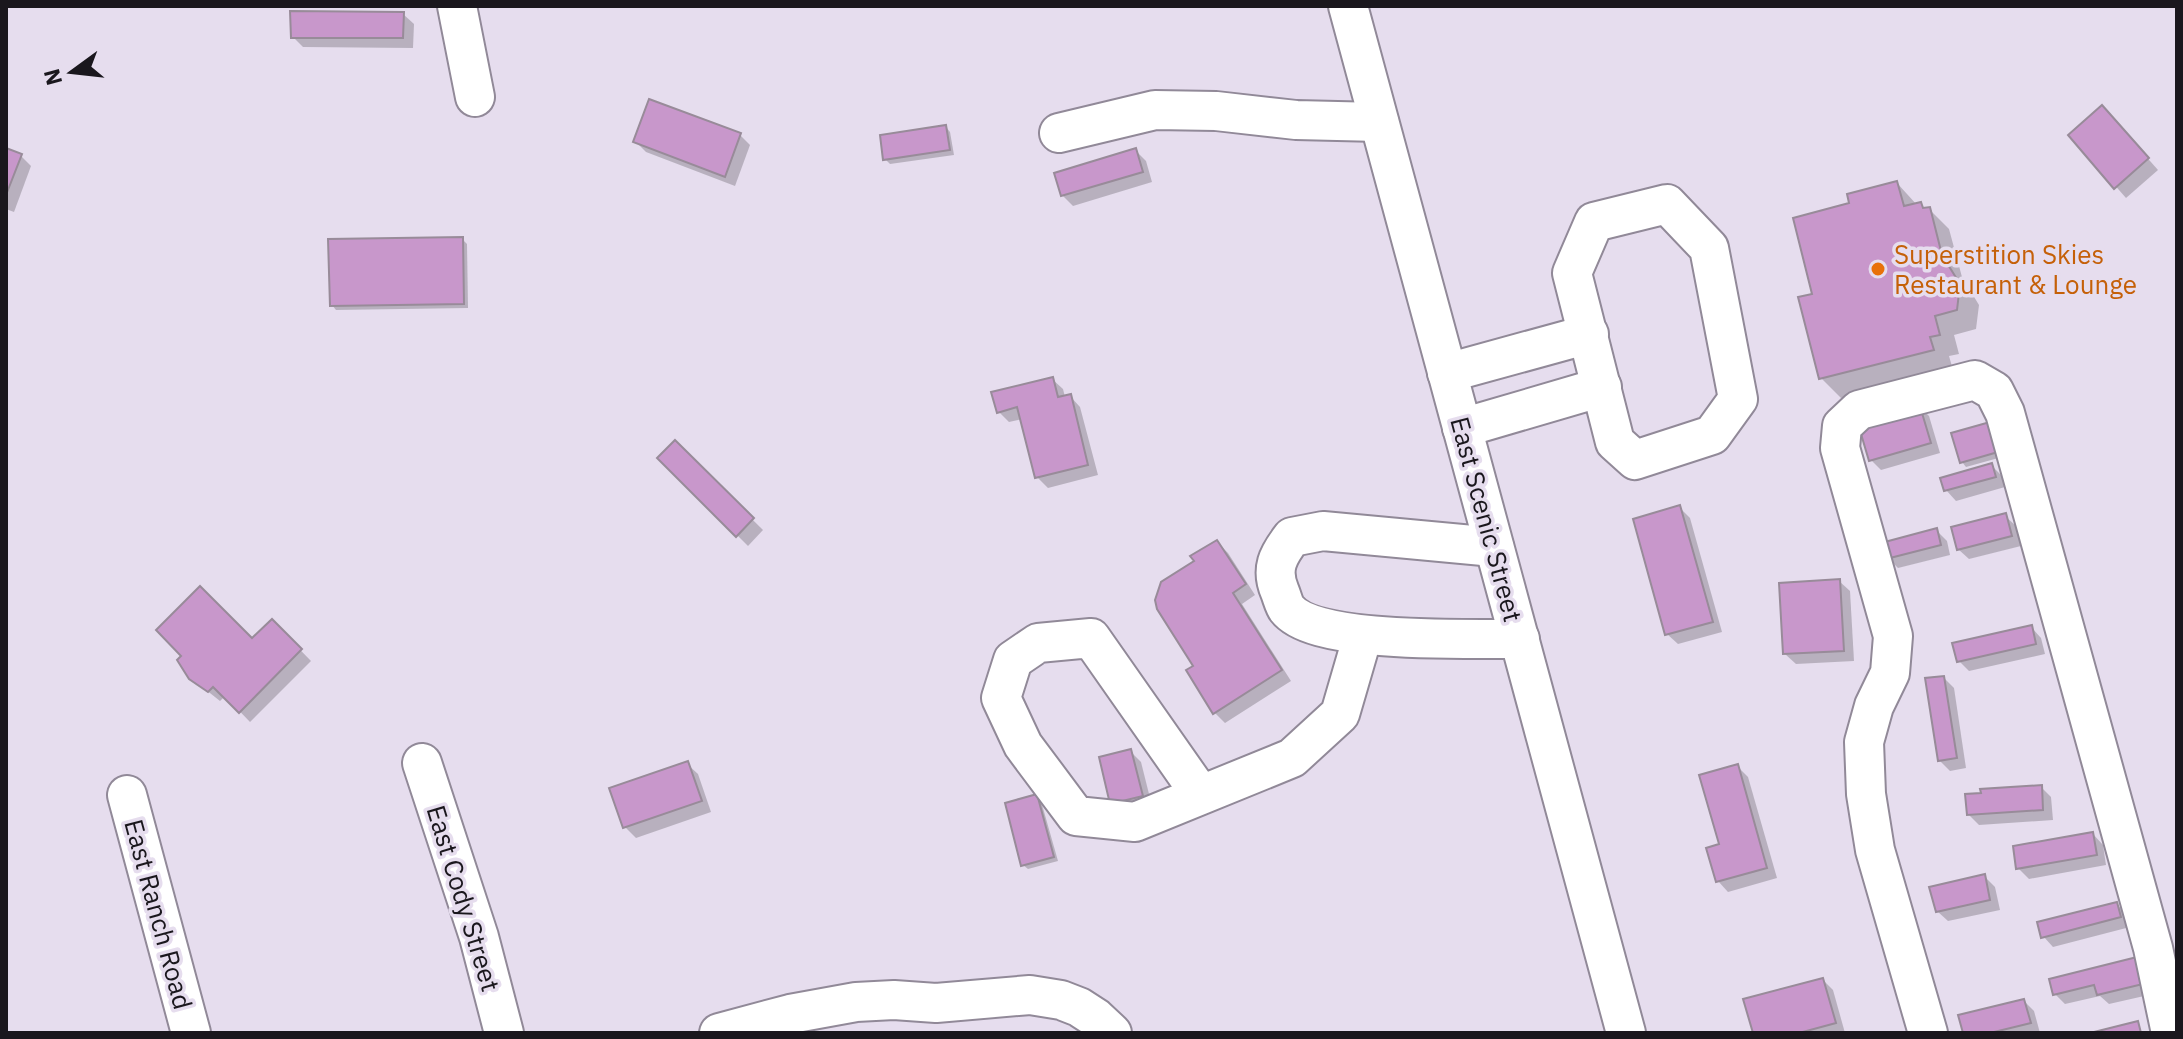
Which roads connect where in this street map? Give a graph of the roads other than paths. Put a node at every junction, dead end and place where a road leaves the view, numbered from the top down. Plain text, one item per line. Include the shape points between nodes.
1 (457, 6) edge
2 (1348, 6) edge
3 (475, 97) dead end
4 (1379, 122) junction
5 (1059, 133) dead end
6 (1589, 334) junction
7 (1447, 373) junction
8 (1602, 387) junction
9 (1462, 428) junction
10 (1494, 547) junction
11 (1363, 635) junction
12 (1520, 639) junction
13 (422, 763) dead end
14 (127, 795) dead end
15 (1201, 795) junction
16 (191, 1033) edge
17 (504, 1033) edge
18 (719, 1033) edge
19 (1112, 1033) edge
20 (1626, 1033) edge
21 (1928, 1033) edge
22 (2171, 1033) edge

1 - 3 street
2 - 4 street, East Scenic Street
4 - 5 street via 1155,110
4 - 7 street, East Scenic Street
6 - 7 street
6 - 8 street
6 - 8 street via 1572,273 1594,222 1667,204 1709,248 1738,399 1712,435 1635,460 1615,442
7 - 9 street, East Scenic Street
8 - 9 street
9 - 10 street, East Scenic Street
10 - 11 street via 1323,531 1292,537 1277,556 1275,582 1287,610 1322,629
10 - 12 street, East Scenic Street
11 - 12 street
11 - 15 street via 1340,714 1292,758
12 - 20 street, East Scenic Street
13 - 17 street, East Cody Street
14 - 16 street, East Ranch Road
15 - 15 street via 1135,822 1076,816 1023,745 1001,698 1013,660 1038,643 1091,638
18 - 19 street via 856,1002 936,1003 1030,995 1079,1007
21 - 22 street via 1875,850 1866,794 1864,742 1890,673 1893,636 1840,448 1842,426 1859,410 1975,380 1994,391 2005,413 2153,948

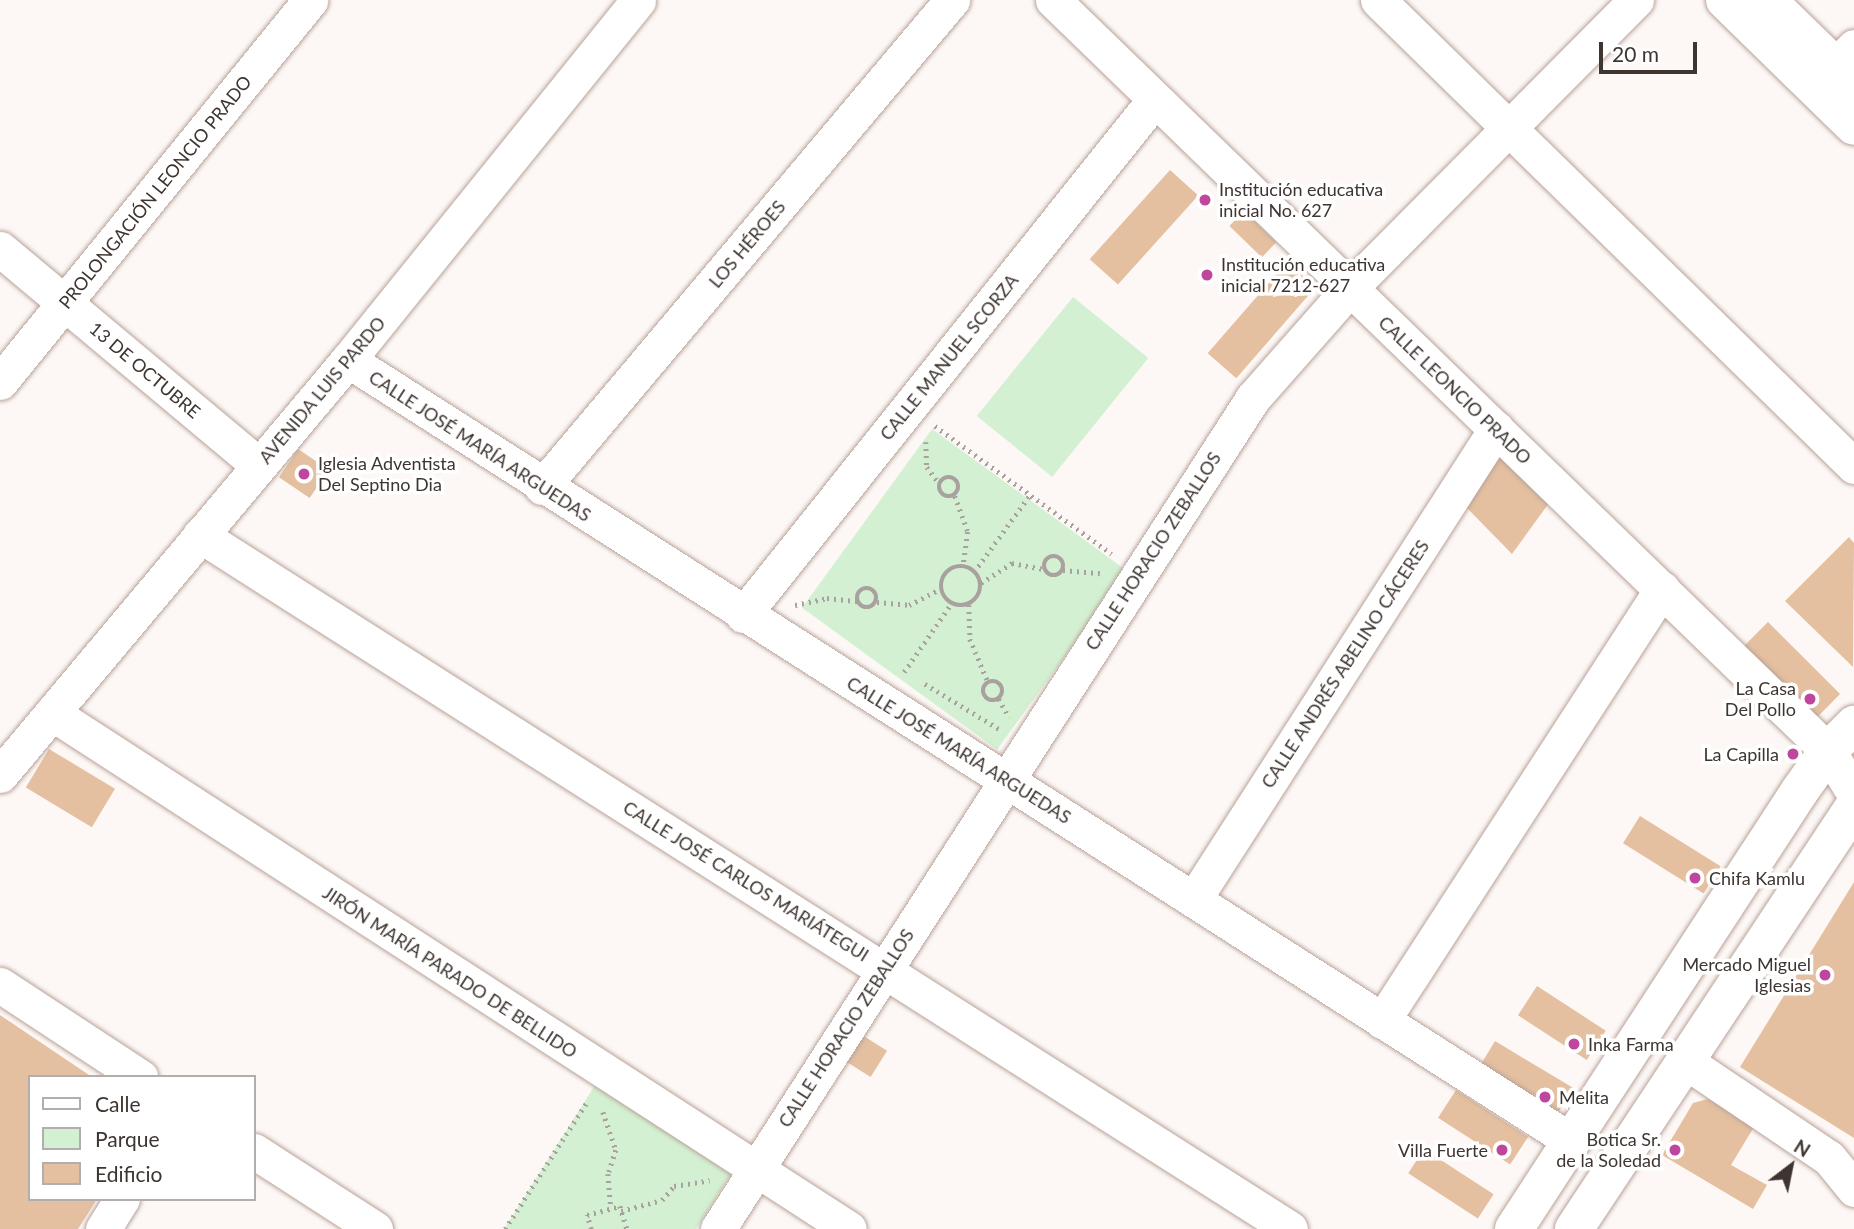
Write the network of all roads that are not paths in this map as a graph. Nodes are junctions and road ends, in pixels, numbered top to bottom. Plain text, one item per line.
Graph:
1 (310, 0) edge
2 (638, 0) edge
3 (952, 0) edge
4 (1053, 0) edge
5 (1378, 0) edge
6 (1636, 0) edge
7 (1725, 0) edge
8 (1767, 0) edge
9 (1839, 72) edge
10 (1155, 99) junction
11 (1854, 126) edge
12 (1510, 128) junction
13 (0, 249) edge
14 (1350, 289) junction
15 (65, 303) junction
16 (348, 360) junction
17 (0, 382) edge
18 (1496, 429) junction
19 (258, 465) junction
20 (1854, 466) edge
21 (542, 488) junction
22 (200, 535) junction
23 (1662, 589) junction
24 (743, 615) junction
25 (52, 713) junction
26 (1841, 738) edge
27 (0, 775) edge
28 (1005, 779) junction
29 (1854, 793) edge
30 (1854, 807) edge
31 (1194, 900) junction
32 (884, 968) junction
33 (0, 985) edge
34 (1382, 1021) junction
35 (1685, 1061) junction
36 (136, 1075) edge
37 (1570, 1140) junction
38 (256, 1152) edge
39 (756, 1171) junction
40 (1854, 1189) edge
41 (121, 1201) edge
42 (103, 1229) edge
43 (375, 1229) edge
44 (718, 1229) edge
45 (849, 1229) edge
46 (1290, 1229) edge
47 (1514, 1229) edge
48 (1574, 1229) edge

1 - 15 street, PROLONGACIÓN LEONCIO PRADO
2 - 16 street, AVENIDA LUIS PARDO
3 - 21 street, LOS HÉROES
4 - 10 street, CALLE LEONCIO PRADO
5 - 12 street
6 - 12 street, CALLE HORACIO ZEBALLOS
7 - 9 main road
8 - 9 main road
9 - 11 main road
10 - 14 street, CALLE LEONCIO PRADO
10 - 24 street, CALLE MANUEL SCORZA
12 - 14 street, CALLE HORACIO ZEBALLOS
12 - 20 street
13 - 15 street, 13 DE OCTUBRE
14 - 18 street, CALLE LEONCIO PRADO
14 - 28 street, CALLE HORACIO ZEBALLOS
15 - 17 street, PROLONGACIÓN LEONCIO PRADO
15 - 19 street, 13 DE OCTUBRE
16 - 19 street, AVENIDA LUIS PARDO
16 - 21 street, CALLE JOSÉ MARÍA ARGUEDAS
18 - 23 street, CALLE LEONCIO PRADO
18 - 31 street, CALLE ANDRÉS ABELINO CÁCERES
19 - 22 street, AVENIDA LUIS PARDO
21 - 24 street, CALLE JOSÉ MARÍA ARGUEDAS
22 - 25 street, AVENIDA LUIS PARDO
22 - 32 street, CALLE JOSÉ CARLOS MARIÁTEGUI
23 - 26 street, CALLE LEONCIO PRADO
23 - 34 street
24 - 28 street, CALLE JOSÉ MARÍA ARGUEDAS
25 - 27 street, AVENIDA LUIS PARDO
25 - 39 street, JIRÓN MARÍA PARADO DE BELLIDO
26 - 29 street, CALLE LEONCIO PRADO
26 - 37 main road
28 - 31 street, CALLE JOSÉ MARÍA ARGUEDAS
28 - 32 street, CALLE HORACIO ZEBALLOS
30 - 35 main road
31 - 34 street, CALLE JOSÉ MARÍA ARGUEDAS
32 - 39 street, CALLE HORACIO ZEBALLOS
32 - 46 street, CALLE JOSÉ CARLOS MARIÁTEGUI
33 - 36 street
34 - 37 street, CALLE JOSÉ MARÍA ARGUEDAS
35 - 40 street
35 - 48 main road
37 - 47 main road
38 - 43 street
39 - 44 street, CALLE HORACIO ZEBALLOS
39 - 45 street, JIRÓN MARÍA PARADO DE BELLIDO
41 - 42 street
------------------------
# To do
Pull every line that holds the string "HORACIO" out of the records.

# Solution
6 - 12 street, CALLE HORACIO ZEBALLOS
12 - 14 street, CALLE HORACIO ZEBALLOS
14 - 28 street, CALLE HORACIO ZEBALLOS
28 - 32 street, CALLE HORACIO ZEBALLOS
32 - 39 street, CALLE HORACIO ZEBALLOS
39 - 44 street, CALLE HORACIO ZEBALLOS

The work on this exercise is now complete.